Lui rise e le disse che era la benvenuta.
Beate rifletté un paio di minuti prima di prendere di nuovo il telefono. Non era una decisione facile, poi tagliò la testa al toro e fece il numero di Bausen.
Poiché supponeva che la libreria antiquaria di Maardam non fosse aperta alle nove e mezzo del sabato sera.
E poiché Van Veeteren non le aveva lasciato il suo numero di casa.
Van Veeteren ricevette la telefonata di Bausen mezz'ora dopo, e dopo aver assimilato le prime informazioni sommarie, fu ancora più sicuro dell'ispettore Moerk che si trattasse di Maarten Verlangen.

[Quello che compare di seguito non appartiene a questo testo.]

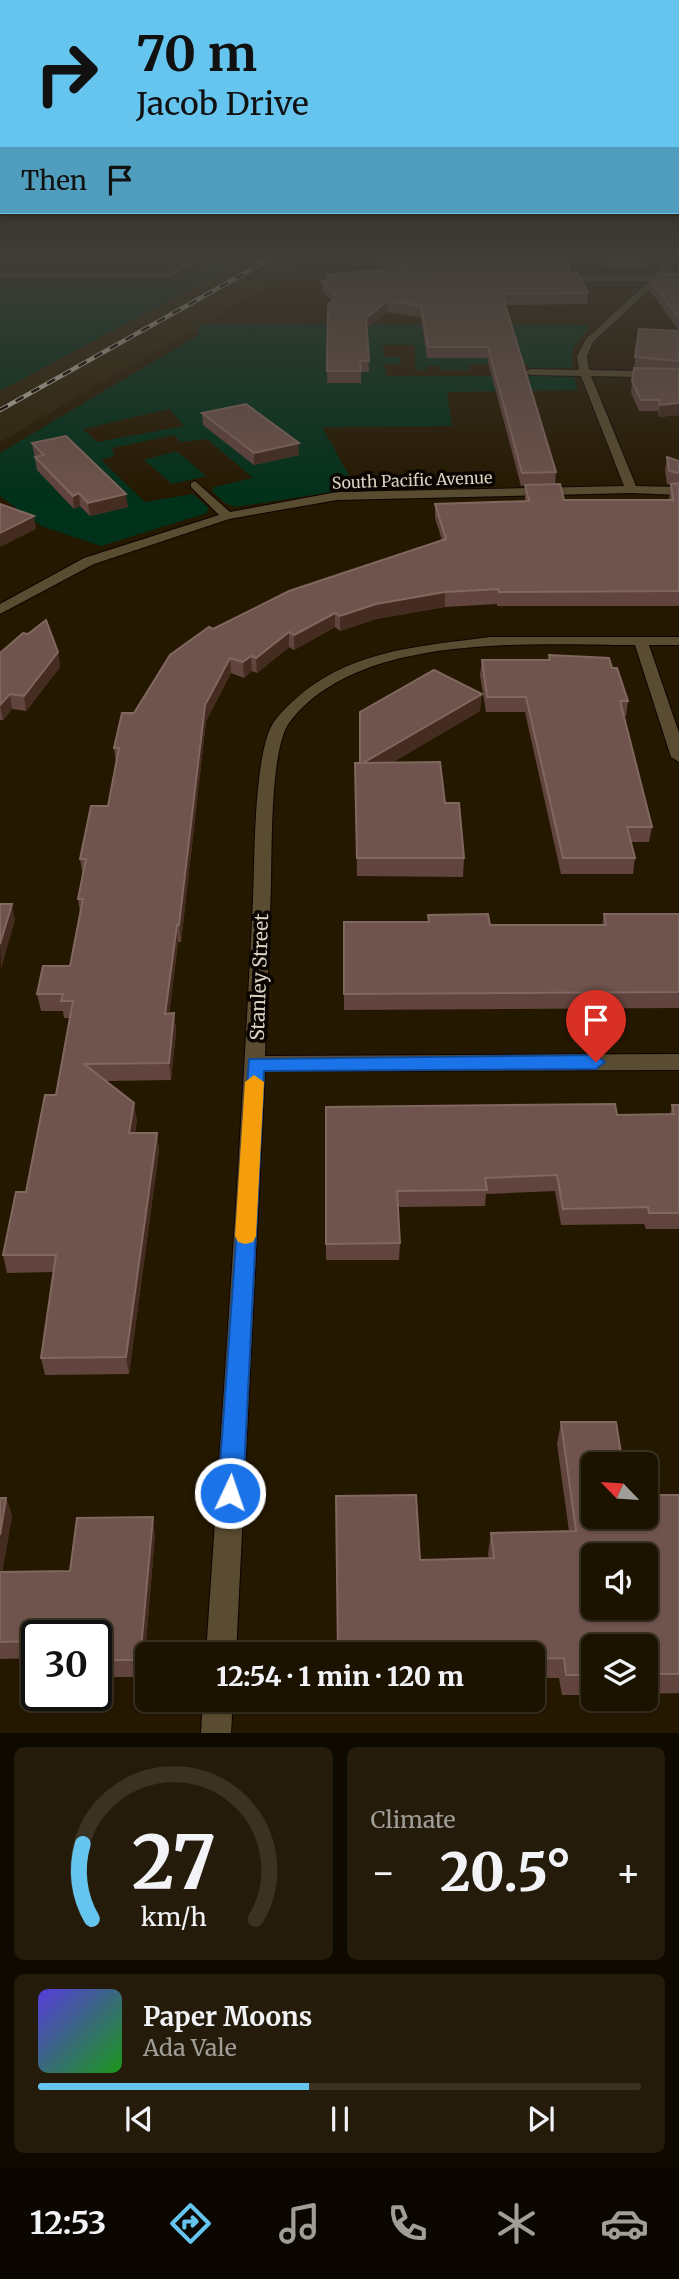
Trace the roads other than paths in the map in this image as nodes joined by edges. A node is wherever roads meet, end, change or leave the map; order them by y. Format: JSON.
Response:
{"nodes":[{"id":1,"x":591,"y":339,"type":"edge"},
{"id":2,"x":530,"y":372,"type":"dead end"},
{"id":3,"x":584,"y":372,"type":"junction"},
{"id":4,"x":679,"y":375,"type":"edge"},
{"id":5,"x":195,"y":485,"type":"dead end"},
{"id":6,"x":631,"y":489,"type":"junction"},
{"id":7,"x":679,"y":491,"type":"edge"},
{"id":8,"x":227,"y":516,"type":"junction"},
{"id":9,"x":0,"y":610,"type":"edge"},
{"id":10,"x":641,"y":641,"type":"junction"},
{"id":11,"x":679,"y":641,"type":"edge"},
{"id":12,"x":679,"y":757,"type":"edge"},
{"id":13,"x":679,"y":1062,"type":"edge"},
{"id":14,"x":256,"y":1064,"type":"junction"},
{"id":15,"x":222,"y":1642,"type":"edge"},
{"id":16,"x":217,"y":1712,"type":"edge"},
{"id":17,"x":216,"y":1733,"type":"edge"}],
"edges":[{"from":1,"to":3,"type":"street"},
{"from":2,"to":3,"type":"street"},
{"from":3,"to":4,"type":"street"},
{"from":3,"to":6,"type":"street"},
{"from":5,"to":8,"type":"street"},
{"from":6,"to":7,"type":"street","name":"South Pacific Avenue"},
{"from":6,"to":8,"type":"street","name":"South Pacific Avenue"},
{"from":8,"to":9,"type":"street","name":"South Pacific Avenue"},
{"from":10,"to":11,"type":"street","name":"Stanley Street"},
{"from":10,"to":12,"type":"street"},
{"from":10,"to":14,"type":"street","name":"Stanley Street"},
{"from":13,"to":14,"type":"street"},
{"from":14,"to":15,"type":"street","name":"Stanley Street"},
{"from":16,"to":17,"type":"street"}]}
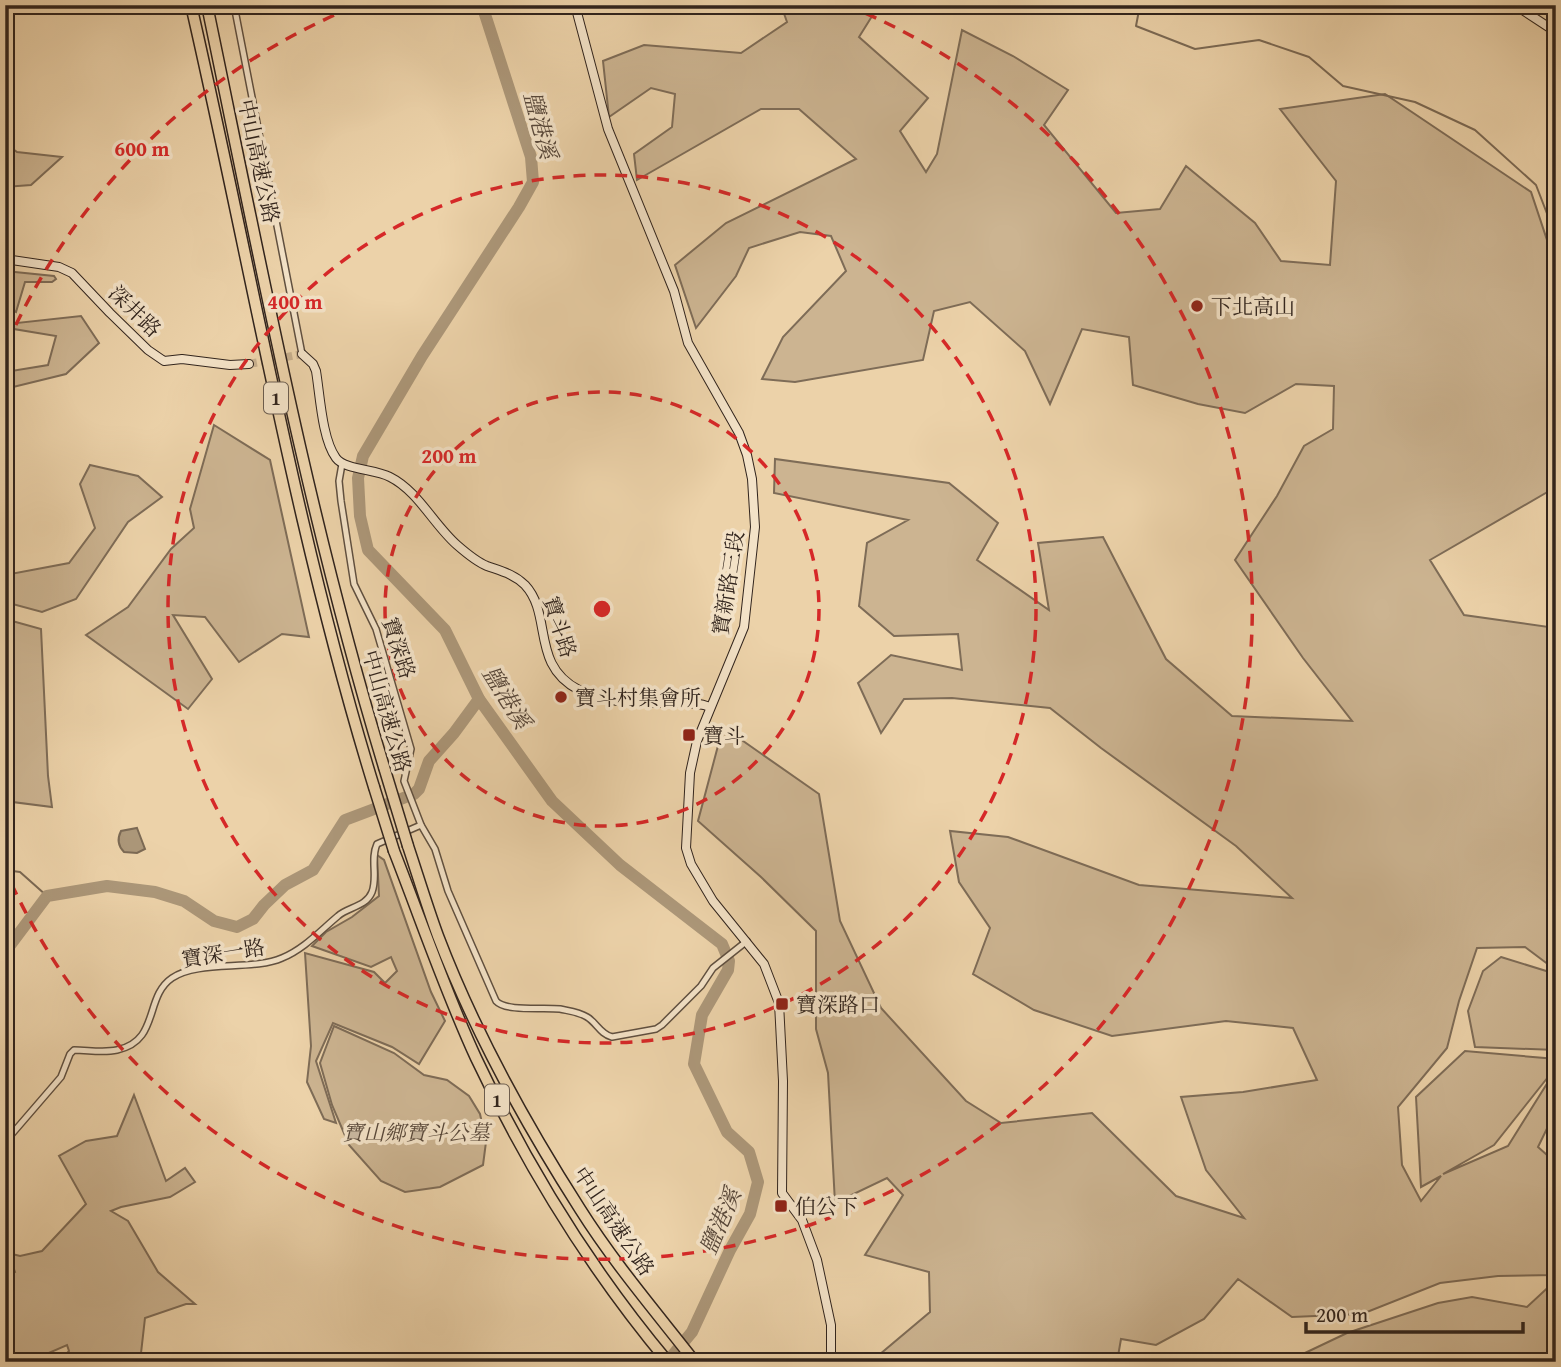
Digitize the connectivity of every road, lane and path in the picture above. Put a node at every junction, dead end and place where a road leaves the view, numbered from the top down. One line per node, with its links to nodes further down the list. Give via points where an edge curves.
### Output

Per il momento non c'erano argomenti certi a sostegno di tale ipotesi, ma qualche notte prima Van Veeteren aveva sognato Jaan G. Hennan nel ruolo singolare di spietato giudice in una specie di tribunale di guerra. Inoltre aveva risolto il problema di scacchi dell'Allgemejne di quel giorno in tre mosse in meno di mezzo minuto. Quasi un record.
C'era qualcosa nell'aria, in altre parole, e dopo la telefonata di Bausen capì di cosa si trattava.
Era arrivato il momento di aggiungere un capitolo nella storia di G.
Ma questo dovrà essere l'ultimo, per la miseria, pensò dopo aver riattaccato ed essere tornato a sedersi sul divano insieme a Ulrike a guardare un lungometraggio finlandese in tv. Devo liberarmi di questa faccenda una volta per tutte, e alla svelta.
Ogni cosa a suo tempo, certo, ma a tutto c'era un limite.
"Chi era?" domandò Ulrike, sollevando il gatto Stravinsky e facendogli posto sotto il plaid.
"Bausen" disse Van Veeteren. "Forse hanno trovato Verlangen."
Ulrike afferrò il telecomando e tolse l'audio.
"L'investigatore privato?"
"Sì."
"Morto?"
"Sì. Da aprile, probabilmente. Era come credevo."
"Come?"
"Eh?"
"Come è morto?"
"Gli hanno sparato alla testa."
"Che diam...?"
"Hai capito bene."
"Gesù santo. A Kaalbringen?"
"Nelle immediate vicinanze. Anche se non l'hanno ancora identificato."
"Però credono che sia lui?"
"È evidente. La conferma arriverà domani."
Ulrike annuì. Sollevò di nuovo il gatto e lo grattò distrattamente sulla gola, mentre fissava le immagini mute sullo schermo. Trascorse mezzo minuto.
"Che cosa pensi di...?"
"Vedremo" disse Van Veeteren. "Comunque sia, è una faccenda che riguarda la polizia."
"Senza dubbio."
Lui rimase seduto qualche istante a cercare le parole giuste.
"Chiunque può dare la caccia alle ombre" constatò poi, "ma omicidi così evidenti non possono finire sul tavolo di un libraio antiquario."
"Naturalmente no" concordò Ulrike. "Dove l'avevo già sentita questa?"